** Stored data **
• • • •

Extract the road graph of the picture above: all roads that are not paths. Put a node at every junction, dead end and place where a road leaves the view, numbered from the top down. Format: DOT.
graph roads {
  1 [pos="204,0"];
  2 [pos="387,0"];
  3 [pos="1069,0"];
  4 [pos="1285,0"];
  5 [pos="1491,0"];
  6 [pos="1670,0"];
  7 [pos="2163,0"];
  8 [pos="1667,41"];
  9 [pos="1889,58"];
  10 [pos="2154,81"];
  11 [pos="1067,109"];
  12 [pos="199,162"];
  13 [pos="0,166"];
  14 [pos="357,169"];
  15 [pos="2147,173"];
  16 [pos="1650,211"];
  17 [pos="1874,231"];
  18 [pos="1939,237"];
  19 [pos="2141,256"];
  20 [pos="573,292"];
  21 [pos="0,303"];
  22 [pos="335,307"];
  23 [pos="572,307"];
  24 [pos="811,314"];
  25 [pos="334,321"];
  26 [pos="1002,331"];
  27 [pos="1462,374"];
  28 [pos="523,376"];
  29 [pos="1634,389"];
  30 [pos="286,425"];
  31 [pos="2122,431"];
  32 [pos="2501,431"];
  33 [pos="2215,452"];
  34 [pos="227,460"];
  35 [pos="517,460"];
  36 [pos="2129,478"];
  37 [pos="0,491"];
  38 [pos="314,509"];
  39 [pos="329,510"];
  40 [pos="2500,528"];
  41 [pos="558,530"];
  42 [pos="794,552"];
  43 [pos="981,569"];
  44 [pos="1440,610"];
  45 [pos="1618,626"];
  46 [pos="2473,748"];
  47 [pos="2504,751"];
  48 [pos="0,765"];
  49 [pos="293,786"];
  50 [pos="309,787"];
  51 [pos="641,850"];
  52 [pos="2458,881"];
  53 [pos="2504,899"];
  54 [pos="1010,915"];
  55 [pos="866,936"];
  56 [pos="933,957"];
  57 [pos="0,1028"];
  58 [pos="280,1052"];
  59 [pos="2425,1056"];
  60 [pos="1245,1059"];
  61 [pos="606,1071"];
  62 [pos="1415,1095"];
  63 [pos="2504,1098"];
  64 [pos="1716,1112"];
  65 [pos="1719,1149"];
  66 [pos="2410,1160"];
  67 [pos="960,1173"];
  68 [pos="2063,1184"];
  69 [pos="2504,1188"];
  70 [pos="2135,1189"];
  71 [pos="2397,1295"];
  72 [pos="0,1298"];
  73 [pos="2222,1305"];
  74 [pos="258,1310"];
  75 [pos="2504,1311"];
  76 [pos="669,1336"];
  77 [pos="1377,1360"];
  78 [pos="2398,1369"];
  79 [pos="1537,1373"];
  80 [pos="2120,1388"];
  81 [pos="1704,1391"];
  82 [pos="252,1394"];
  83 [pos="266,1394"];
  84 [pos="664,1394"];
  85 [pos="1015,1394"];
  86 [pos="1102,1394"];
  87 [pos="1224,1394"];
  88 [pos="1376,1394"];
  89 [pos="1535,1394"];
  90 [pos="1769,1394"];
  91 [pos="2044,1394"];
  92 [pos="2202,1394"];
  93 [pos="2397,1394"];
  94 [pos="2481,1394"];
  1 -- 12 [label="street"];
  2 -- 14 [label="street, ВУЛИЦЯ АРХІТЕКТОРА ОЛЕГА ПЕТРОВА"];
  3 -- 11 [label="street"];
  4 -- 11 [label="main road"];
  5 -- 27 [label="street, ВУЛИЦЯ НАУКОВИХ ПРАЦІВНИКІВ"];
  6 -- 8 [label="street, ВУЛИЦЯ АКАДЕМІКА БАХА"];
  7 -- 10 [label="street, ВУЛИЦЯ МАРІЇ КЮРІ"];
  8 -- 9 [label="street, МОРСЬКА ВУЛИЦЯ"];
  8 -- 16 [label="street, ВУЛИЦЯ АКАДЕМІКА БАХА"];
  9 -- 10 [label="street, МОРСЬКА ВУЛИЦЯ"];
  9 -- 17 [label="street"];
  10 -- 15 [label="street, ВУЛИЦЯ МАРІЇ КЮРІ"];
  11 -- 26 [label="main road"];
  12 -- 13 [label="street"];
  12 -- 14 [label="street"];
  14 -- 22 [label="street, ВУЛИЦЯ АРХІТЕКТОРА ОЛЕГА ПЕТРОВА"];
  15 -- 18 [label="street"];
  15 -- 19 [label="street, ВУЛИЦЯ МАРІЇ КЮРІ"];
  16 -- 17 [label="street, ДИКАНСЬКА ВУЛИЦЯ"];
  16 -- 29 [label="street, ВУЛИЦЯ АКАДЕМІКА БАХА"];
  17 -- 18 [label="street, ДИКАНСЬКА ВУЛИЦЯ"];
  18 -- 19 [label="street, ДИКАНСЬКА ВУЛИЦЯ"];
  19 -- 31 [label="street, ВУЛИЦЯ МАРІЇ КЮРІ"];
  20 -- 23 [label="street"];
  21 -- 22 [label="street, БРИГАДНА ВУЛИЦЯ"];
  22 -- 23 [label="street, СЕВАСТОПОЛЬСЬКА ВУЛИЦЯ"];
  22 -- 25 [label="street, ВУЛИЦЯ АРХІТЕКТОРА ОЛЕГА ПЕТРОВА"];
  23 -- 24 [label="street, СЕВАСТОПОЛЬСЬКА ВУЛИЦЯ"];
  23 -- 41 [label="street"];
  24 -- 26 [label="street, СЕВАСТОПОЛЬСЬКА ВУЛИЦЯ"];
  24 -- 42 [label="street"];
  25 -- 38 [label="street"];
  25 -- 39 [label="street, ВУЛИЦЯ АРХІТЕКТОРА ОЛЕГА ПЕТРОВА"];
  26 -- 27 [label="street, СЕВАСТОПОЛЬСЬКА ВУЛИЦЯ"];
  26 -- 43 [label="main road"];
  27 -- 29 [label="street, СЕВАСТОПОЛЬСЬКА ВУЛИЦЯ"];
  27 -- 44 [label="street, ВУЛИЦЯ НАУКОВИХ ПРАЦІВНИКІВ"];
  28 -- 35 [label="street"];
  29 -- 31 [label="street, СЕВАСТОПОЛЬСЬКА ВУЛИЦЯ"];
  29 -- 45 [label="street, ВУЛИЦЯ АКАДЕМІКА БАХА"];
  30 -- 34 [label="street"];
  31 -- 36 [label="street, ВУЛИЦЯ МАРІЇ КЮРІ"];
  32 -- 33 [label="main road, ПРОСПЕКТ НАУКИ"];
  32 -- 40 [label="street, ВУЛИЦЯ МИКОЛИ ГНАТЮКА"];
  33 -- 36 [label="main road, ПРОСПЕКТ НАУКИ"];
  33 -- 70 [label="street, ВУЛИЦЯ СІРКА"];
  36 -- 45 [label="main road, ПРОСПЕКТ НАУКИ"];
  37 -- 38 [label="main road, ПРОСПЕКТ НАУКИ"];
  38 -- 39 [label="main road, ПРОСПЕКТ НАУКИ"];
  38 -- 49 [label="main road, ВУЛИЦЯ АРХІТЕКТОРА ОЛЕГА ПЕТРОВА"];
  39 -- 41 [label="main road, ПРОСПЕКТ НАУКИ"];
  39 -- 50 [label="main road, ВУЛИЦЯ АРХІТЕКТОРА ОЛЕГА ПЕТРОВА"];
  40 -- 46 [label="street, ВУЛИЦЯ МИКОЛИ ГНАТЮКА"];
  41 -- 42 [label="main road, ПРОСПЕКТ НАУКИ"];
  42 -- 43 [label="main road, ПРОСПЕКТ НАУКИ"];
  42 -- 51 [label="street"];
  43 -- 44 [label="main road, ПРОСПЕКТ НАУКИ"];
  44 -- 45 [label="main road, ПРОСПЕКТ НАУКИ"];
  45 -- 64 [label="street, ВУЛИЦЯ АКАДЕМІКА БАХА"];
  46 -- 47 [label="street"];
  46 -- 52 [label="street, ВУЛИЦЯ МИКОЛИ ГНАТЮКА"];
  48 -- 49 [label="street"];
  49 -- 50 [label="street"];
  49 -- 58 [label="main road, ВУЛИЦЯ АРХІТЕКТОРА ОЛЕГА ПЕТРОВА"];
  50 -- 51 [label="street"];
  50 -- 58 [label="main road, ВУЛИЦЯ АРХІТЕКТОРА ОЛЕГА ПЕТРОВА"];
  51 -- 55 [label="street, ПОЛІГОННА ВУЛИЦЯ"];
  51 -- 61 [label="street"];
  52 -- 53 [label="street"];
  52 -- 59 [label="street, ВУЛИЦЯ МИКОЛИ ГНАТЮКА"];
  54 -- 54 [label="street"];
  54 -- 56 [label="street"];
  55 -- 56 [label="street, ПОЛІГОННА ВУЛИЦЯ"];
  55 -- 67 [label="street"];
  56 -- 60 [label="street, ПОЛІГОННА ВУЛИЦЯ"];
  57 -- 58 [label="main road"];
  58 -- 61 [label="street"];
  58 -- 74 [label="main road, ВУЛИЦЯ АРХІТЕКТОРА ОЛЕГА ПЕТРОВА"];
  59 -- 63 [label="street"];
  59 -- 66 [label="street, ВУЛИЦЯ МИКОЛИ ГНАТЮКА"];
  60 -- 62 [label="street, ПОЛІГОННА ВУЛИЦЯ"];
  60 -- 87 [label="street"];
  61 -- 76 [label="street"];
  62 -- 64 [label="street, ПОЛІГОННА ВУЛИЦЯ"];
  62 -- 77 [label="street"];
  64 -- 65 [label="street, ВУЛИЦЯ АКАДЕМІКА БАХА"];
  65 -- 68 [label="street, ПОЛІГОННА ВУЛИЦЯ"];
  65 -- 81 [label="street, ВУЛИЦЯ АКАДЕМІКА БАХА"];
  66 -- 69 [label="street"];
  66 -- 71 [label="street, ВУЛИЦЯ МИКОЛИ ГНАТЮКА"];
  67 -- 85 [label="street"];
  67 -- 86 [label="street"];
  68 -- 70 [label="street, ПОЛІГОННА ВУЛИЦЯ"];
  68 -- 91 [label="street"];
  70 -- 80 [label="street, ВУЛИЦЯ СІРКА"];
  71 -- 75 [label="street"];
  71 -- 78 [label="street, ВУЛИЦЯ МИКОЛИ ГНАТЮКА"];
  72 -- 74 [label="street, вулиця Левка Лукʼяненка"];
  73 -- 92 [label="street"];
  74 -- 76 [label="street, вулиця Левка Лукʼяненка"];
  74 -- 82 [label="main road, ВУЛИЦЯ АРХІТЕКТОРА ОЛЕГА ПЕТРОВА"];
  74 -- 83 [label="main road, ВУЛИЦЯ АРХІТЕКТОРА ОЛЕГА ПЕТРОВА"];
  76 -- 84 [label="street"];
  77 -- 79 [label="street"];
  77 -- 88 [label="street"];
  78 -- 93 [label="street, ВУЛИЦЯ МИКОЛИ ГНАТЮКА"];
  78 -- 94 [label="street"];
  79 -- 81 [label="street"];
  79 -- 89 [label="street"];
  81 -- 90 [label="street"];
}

• • • •

** EXERCISE **
The number of lines containing "НАУКОВИХ" is all that is wanted; tally them in the data.

** SOLUTION FOR THIS EXERCISE **
2